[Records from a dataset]
# # # #

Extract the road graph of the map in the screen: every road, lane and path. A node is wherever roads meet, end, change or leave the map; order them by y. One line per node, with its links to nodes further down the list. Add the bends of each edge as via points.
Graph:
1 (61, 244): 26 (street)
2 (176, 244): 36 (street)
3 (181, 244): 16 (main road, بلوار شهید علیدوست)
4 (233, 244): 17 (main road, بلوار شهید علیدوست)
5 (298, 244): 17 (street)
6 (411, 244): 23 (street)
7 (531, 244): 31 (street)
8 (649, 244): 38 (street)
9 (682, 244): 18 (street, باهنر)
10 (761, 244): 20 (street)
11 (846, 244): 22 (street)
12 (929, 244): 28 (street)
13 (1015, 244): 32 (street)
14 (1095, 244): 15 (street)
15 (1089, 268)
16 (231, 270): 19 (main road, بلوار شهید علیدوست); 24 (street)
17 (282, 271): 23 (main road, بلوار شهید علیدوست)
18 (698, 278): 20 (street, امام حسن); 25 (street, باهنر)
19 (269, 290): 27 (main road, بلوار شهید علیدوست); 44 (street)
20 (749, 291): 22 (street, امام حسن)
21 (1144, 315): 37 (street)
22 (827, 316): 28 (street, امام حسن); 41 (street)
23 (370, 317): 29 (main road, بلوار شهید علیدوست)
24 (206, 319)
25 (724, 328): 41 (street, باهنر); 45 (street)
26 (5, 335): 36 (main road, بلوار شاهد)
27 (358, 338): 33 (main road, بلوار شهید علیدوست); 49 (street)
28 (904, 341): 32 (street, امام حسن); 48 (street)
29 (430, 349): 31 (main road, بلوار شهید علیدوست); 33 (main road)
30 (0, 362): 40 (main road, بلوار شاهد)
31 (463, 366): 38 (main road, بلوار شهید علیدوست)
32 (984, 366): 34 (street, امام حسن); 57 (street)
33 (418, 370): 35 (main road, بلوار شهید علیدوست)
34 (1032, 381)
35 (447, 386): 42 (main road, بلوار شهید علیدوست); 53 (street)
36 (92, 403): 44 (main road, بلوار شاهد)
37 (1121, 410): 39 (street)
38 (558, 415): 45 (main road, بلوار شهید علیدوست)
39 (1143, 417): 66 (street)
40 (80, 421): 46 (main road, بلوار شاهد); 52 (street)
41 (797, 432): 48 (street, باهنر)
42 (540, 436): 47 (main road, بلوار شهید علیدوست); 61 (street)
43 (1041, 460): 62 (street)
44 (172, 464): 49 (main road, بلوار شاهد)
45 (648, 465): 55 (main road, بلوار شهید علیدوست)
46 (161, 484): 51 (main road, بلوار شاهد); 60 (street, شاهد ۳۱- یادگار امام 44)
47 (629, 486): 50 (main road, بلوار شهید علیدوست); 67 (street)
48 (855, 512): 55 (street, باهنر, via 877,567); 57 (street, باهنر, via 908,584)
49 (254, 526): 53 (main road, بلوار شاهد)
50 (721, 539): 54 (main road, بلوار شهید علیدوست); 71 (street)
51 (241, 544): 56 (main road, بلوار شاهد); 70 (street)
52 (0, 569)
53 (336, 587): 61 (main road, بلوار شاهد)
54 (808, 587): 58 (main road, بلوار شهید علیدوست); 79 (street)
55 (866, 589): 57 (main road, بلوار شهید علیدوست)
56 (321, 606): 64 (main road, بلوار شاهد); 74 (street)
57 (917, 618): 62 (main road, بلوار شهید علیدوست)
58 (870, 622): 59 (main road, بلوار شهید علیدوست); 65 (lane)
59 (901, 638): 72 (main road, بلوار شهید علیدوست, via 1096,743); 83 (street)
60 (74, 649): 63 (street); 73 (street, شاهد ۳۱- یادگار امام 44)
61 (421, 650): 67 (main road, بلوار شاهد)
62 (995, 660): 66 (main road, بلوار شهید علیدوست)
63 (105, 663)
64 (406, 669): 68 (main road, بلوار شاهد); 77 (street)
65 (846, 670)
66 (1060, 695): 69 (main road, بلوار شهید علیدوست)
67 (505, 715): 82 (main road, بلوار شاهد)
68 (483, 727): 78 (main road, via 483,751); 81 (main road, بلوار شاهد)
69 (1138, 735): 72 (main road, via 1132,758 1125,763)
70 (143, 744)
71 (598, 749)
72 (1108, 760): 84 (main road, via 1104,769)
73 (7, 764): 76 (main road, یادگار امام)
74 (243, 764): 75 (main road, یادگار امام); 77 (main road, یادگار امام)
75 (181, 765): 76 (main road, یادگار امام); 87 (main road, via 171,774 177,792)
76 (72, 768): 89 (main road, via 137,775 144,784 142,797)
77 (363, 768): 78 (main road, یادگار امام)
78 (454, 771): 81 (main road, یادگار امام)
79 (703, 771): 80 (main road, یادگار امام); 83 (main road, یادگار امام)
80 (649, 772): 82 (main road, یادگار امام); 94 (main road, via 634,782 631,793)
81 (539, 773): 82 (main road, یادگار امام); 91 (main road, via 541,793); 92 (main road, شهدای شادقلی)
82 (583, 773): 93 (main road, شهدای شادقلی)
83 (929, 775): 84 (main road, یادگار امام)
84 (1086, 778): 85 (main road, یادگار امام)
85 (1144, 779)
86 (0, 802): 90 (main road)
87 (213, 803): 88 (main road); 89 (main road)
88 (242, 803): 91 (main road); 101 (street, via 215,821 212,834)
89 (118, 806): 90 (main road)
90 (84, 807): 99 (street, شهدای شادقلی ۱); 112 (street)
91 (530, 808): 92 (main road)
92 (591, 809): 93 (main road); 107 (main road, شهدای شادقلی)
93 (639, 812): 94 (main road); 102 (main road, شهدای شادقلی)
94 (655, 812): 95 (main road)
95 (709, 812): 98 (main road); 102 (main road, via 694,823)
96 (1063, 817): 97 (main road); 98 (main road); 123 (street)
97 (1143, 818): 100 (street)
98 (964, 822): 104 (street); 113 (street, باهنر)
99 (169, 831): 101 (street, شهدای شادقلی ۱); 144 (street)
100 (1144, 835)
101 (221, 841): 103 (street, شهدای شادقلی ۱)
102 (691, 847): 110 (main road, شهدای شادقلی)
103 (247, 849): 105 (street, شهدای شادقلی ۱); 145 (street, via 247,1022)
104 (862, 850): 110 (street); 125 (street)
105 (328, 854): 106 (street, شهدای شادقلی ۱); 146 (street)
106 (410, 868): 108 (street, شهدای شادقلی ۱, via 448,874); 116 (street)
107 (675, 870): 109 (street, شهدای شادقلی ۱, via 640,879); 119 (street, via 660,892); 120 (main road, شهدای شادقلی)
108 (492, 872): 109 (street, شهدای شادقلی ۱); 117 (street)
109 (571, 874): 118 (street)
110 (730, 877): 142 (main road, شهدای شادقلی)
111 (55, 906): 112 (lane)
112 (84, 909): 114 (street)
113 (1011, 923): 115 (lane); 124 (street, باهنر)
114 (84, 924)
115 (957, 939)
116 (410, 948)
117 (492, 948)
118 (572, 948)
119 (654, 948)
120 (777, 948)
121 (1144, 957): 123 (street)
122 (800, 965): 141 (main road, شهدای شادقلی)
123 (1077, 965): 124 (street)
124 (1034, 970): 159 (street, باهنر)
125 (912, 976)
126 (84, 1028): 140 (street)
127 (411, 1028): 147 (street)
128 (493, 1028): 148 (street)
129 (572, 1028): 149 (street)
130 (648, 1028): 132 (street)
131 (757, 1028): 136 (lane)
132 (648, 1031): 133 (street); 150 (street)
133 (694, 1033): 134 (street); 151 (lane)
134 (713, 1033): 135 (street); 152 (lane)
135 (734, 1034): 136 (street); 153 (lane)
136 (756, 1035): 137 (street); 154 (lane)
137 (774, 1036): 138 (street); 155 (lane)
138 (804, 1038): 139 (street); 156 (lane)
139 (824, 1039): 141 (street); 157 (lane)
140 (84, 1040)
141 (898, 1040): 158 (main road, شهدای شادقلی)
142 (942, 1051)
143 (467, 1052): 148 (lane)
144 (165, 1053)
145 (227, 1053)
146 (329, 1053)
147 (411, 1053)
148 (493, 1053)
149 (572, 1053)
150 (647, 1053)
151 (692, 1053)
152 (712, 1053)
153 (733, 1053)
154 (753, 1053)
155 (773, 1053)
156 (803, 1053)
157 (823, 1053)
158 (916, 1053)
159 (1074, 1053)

# # # #

Determine the count of lines in the data that contain the string "یادگار", and reply with that count alone.

== Answer for this exercise ==
12